## [AIM OF THE EXERCISE]
Each record that comes next should be output exactly; pictures do not belong in the copy.

□ □ □ □ □ □ □

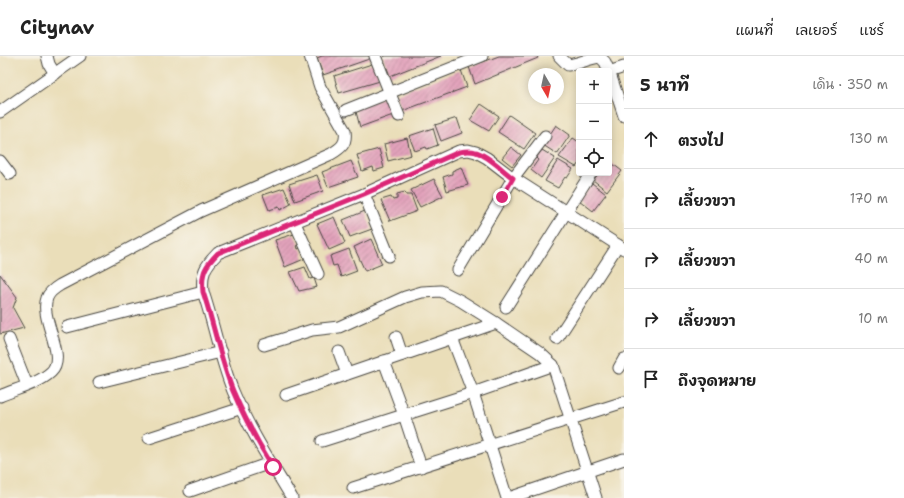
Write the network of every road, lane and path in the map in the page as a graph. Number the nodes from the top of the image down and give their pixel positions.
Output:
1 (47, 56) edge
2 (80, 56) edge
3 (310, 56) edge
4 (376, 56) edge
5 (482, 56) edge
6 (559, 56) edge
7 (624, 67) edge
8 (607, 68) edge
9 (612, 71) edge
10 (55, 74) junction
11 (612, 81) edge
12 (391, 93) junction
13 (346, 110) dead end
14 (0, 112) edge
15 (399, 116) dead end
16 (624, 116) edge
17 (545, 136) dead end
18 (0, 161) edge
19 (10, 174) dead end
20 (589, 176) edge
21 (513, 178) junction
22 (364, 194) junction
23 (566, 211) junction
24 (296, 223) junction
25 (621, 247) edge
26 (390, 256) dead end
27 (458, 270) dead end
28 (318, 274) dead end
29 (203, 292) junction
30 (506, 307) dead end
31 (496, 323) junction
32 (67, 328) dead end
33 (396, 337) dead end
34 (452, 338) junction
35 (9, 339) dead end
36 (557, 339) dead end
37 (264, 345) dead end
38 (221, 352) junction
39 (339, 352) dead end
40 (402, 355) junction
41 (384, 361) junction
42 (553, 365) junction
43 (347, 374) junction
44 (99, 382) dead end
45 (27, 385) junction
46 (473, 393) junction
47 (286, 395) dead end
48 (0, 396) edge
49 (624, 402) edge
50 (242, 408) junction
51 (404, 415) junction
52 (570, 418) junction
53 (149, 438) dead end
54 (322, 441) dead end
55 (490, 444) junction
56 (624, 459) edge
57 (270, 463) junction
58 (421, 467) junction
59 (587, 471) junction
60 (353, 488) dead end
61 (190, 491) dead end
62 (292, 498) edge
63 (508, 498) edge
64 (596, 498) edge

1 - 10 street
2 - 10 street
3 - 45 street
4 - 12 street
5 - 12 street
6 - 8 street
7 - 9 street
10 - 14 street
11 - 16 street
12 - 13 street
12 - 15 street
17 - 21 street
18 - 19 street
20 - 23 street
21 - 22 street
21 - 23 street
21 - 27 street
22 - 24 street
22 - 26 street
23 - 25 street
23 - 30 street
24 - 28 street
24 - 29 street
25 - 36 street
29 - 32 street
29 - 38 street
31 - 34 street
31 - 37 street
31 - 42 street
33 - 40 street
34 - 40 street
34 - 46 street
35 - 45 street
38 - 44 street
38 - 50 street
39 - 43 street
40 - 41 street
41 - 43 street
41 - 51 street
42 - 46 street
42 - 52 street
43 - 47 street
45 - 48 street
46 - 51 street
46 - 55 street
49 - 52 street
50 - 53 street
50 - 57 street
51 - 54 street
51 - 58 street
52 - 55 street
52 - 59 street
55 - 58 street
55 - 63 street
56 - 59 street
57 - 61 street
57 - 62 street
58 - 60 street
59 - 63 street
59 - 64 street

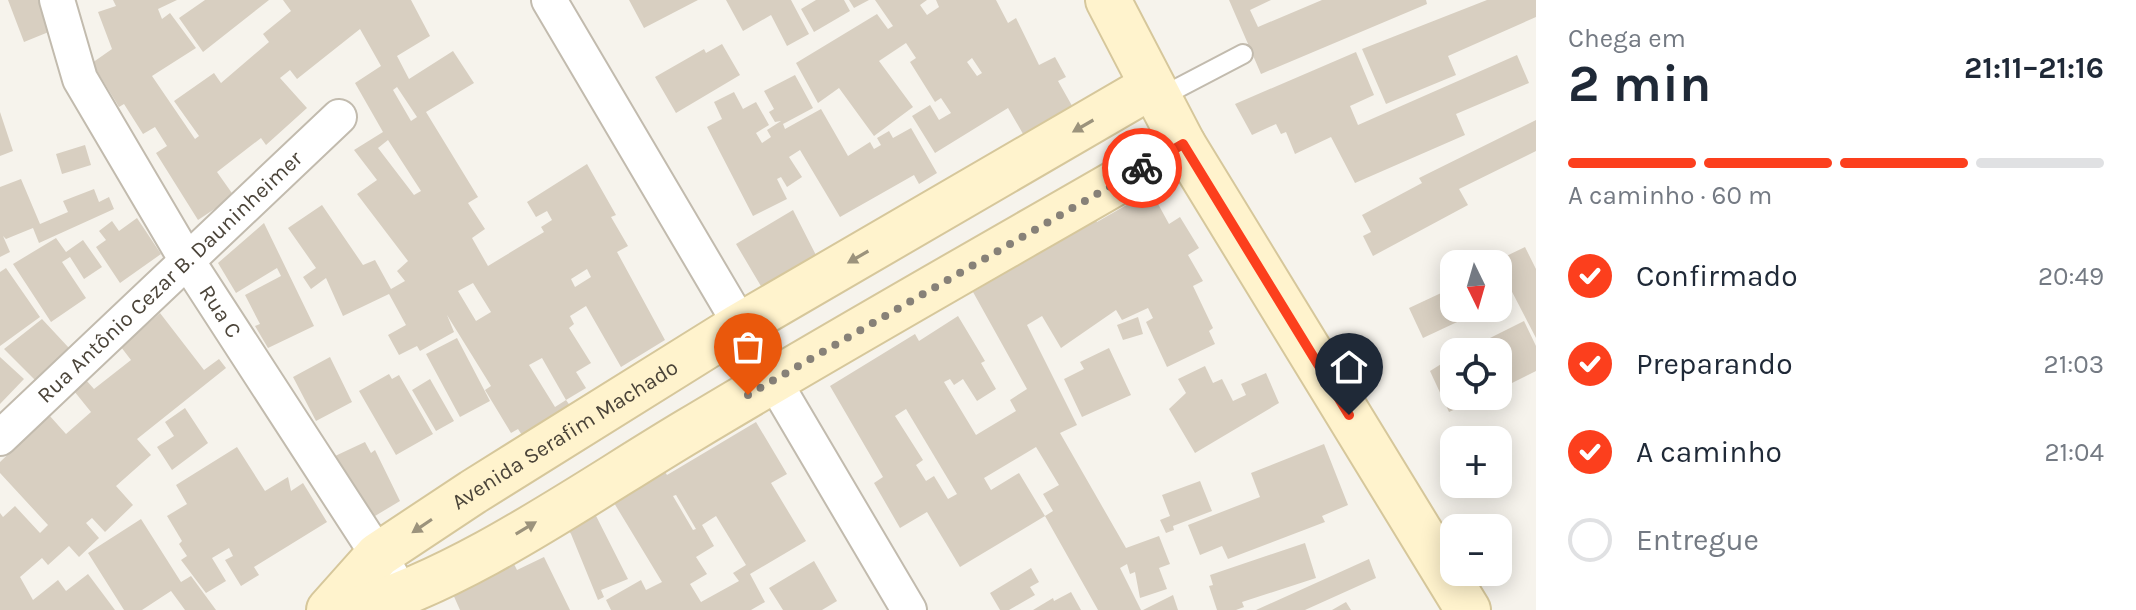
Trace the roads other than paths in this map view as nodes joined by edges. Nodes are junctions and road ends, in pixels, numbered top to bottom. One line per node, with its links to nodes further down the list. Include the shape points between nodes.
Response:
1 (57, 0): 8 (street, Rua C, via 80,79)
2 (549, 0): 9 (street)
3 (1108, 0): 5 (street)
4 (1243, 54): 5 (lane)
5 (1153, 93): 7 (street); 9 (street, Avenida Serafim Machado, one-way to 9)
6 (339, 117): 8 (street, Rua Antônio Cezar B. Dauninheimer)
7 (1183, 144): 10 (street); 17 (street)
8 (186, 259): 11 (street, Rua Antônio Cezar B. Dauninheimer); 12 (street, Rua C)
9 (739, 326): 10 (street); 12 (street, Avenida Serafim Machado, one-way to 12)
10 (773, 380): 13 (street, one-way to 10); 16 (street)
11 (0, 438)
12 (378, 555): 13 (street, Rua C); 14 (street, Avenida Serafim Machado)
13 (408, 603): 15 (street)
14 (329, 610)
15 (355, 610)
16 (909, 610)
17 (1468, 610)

□ □ □ □ □ □ □

## [TASK ANSWER]
Write the network of every road, lane and path in the map in the page as a graph. Number the nodes from the top of the image down and give their pixel positions.
Output:
1 (47, 56) edge
2 (80, 56) edge
3 (310, 56) edge
4 (376, 56) edge
5 (482, 56) edge
6 (559, 56) edge
7 (624, 67) edge
8 (607, 68) edge
9 (612, 71) edge
10 (55, 74) junction
11 (612, 81) edge
12 (391, 93) junction
13 (346, 110) dead end
14 (0, 112) edge
15 (399, 116) dead end
16 (624, 116) edge
17 (545, 136) dead end
18 (0, 161) edge
19 (10, 174) dead end
20 (589, 176) edge
21 (513, 178) junction
22 (364, 194) junction
23 (566, 211) junction
24 (296, 223) junction
25 (621, 247) edge
26 (390, 256) dead end
27 (458, 270) dead end
28 (318, 274) dead end
29 (203, 292) junction
30 (506, 307) dead end
31 (496, 323) junction
32 (67, 328) dead end
33 (396, 337) dead end
34 (452, 338) junction
35 (9, 339) dead end
36 (557, 339) dead end
37 (264, 345) dead end
38 (221, 352) junction
39 (339, 352) dead end
40 (402, 355) junction
41 (384, 361) junction
42 (553, 365) junction
43 (347, 374) junction
44 (99, 382) dead end
45 (27, 385) junction
46 (473, 393) junction
47 (286, 395) dead end
48 (0, 396) edge
49 (624, 402) edge
50 (242, 408) junction
51 (404, 415) junction
52 (570, 418) junction
53 (149, 438) dead end
54 (322, 441) dead end
55 (490, 444) junction
56 (624, 459) edge
57 (270, 463) junction
58 (421, 467) junction
59 (587, 471) junction
60 (353, 488) dead end
61 (190, 491) dead end
62 (292, 498) edge
63 (508, 498) edge
64 (596, 498) edge

1 - 10 street
2 - 10 street
3 - 45 street
4 - 12 street
5 - 12 street
6 - 8 street
7 - 9 street
10 - 14 street
11 - 16 street
12 - 13 street
12 - 15 street
17 - 21 street
18 - 19 street
20 - 23 street
21 - 22 street
21 - 23 street
21 - 27 street
22 - 24 street
22 - 26 street
23 - 25 street
23 - 30 street
24 - 28 street
24 - 29 street
25 - 36 street
29 - 32 street
29 - 38 street
31 - 34 street
31 - 37 street
31 - 42 street
33 - 40 street
34 - 40 street
34 - 46 street
35 - 45 street
38 - 44 street
38 - 50 street
39 - 43 street
40 - 41 street
41 - 43 street
41 - 51 street
42 - 46 street
42 - 52 street
43 - 47 street
45 - 48 street
46 - 51 street
46 - 55 street
49 - 52 street
50 - 53 street
50 - 57 street
51 - 54 street
51 - 58 street
52 - 55 street
52 - 59 street
55 - 58 street
55 - 63 street
56 - 59 street
57 - 61 street
57 - 62 street
58 - 60 street
59 - 63 street
59 - 64 street

Trace the roads other than paths in this map view as nodes joined by edges. Nodes are junctions and road ends, in pixels, numbered top to bottom. One line per node, with its links to nodes further down the list. Include the shape points between nodes.
Response:
1 (57, 0): 8 (street, Rua C, via 80,79)
2 (549, 0): 9 (street)
3 (1108, 0): 5 (street)
4 (1243, 54): 5 (lane)
5 (1153, 93): 7 (street); 9 (street, Avenida Serafim Machado, one-way to 9)
6 (339, 117): 8 (street, Rua Antônio Cezar B. Dauninheimer)
7 (1183, 144): 10 (street); 17 (street)
8 (186, 259): 11 (street, Rua Antônio Cezar B. Dauninheimer); 12 (street, Rua C)
9 (739, 326): 10 (street); 12 (street, Avenida Serafim Machado, one-way to 12)
10 (773, 380): 13 (street, one-way to 10); 16 (street)
11 (0, 438)
12 (378, 555): 13 (street, Rua C); 14 (street, Avenida Serafim Machado)
13 (408, 603): 15 (street)
14 (329, 610)
15 (355, 610)
16 (909, 610)
17 (1468, 610)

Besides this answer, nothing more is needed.